[Saved entries]
# # #

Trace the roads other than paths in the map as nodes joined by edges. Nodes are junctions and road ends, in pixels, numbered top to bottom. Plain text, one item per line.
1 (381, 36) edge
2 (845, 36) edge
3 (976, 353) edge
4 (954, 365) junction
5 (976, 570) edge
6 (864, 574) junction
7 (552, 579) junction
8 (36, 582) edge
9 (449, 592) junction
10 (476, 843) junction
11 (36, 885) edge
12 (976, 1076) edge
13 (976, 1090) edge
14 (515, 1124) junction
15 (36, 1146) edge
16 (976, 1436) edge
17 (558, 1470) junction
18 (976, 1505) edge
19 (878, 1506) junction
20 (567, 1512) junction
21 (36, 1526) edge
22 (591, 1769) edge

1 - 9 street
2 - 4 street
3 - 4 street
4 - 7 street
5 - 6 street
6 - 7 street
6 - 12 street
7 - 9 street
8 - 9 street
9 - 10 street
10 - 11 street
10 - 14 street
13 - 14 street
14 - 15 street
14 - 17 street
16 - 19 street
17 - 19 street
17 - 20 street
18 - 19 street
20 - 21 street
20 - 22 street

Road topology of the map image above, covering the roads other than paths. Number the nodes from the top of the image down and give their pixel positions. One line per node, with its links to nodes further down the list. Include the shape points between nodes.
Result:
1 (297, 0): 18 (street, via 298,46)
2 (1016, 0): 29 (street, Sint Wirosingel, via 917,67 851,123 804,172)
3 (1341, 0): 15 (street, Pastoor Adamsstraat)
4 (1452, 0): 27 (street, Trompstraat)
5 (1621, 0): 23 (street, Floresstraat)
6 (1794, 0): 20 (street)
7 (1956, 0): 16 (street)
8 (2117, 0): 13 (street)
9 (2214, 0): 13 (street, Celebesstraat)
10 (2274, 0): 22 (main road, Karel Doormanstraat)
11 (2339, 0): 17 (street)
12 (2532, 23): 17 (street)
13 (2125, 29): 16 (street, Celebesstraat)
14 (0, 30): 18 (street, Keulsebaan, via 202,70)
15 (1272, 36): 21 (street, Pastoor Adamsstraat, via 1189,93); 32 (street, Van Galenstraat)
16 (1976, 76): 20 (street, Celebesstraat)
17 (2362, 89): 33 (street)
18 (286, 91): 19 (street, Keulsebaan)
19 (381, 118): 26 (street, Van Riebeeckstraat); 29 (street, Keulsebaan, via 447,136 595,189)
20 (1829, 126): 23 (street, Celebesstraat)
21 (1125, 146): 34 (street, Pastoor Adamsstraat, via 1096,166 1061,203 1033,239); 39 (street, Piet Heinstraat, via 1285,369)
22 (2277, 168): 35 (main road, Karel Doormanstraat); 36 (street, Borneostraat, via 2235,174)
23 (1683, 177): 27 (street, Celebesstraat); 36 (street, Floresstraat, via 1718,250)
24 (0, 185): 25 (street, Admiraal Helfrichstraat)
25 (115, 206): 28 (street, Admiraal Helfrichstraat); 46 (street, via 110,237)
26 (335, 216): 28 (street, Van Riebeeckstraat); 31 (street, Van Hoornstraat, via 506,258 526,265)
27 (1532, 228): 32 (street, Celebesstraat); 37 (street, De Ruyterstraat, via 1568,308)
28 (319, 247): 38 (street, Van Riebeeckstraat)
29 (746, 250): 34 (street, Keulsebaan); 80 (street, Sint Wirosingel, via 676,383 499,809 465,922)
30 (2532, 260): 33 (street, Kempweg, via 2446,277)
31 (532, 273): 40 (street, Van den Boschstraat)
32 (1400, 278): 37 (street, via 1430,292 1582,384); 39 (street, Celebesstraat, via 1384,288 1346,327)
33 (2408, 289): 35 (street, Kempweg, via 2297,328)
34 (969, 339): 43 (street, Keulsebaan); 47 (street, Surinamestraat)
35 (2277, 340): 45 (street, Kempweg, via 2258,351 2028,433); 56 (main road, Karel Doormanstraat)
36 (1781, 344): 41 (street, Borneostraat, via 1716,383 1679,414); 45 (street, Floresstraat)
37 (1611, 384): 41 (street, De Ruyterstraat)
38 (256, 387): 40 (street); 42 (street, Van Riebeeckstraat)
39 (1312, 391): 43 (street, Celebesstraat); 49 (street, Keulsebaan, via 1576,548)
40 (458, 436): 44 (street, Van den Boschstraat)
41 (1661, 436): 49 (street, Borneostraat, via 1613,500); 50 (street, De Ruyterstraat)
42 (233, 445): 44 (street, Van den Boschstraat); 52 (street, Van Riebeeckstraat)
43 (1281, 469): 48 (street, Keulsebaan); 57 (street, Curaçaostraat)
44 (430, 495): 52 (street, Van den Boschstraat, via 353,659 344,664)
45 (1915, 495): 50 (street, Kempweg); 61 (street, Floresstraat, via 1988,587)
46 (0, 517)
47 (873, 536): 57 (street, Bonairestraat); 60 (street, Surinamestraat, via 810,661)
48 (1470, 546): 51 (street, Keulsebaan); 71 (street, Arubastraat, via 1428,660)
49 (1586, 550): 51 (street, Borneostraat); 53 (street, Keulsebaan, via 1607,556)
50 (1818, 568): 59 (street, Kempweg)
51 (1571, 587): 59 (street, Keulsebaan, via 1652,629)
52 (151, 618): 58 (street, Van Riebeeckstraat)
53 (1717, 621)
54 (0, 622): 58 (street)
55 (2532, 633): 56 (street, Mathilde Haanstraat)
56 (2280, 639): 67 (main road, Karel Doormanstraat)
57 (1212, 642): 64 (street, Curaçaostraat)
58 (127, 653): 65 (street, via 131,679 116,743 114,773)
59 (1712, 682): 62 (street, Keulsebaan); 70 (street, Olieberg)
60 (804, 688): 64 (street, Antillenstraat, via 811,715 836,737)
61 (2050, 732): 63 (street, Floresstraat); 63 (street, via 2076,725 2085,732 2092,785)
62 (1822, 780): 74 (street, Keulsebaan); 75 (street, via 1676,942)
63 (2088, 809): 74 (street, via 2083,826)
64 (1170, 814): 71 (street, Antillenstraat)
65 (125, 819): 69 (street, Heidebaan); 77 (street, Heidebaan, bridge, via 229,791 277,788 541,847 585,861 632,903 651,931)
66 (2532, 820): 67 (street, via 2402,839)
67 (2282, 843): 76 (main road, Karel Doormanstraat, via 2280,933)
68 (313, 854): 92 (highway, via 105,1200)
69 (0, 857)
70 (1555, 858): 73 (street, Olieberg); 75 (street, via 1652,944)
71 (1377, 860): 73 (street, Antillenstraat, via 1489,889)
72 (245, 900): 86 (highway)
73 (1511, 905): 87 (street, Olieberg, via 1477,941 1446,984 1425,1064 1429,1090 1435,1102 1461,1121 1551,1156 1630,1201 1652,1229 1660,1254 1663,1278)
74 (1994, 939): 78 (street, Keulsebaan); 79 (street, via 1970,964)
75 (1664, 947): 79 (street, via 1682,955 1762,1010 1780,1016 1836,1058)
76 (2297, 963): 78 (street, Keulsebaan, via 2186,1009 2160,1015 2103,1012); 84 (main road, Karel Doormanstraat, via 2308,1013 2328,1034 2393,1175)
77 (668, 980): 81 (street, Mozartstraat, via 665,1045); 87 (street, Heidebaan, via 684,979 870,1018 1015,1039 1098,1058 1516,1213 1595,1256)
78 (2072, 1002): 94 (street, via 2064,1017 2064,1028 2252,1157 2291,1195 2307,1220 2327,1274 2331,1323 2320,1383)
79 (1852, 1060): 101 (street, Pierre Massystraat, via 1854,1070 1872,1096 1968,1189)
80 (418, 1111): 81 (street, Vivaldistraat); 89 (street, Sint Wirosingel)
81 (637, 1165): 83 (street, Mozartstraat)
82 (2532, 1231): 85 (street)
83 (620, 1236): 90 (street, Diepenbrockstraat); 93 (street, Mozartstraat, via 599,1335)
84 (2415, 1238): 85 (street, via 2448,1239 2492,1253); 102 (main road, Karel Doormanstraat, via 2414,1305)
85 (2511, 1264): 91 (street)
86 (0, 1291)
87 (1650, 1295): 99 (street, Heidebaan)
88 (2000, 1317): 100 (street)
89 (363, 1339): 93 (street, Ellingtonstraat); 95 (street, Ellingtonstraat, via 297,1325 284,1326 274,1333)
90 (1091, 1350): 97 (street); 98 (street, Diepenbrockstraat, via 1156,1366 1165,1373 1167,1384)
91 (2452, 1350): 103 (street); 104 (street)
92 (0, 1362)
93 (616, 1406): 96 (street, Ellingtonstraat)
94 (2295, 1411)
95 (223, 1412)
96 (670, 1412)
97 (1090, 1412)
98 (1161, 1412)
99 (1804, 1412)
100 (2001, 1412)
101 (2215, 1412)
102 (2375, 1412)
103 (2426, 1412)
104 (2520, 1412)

# # #

Exercise aim »
Copy every line of the records above, starting with the first, up to and including the line containing "Road topology of".

Output of the exercise »
Trace the roads other than paths in the map as nodes joined by edges. Nodes are junctions and road ends, in pixels, numbered top to bottom. Plain text, one item per line.
1 (381, 36) edge
2 (845, 36) edge
3 (976, 353) edge
4 (954, 365) junction
5 (976, 570) edge
6 (864, 574) junction
7 (552, 579) junction
8 (36, 582) edge
9 (449, 592) junction
10 (476, 843) junction
11 (36, 885) edge
12 (976, 1076) edge
13 (976, 1090) edge
14 (515, 1124) junction
15 (36, 1146) edge
16 (976, 1436) edge
17 (558, 1470) junction
18 (976, 1505) edge
19 (878, 1506) junction
20 (567, 1512) junction
21 (36, 1526) edge
22 (591, 1769) edge

1 - 9 street
2 - 4 street
3 - 4 street
4 - 7 street
5 - 6 street
6 - 7 street
6 - 12 street
7 - 9 street
8 - 9 street
9 - 10 street
10 - 11 street
10 - 14 street
13 - 14 street
14 - 15 street
14 - 17 street
16 - 19 street
17 - 19 street
17 - 20 street
18 - 19 street
20 - 21 street
20 - 22 street

Road topology of the map image above, covering the roads other than paths. Number the nodes from the top of the image down and give their pixel positions. One line per node, with its links to nodes further down the list. Include the shape points between nodes.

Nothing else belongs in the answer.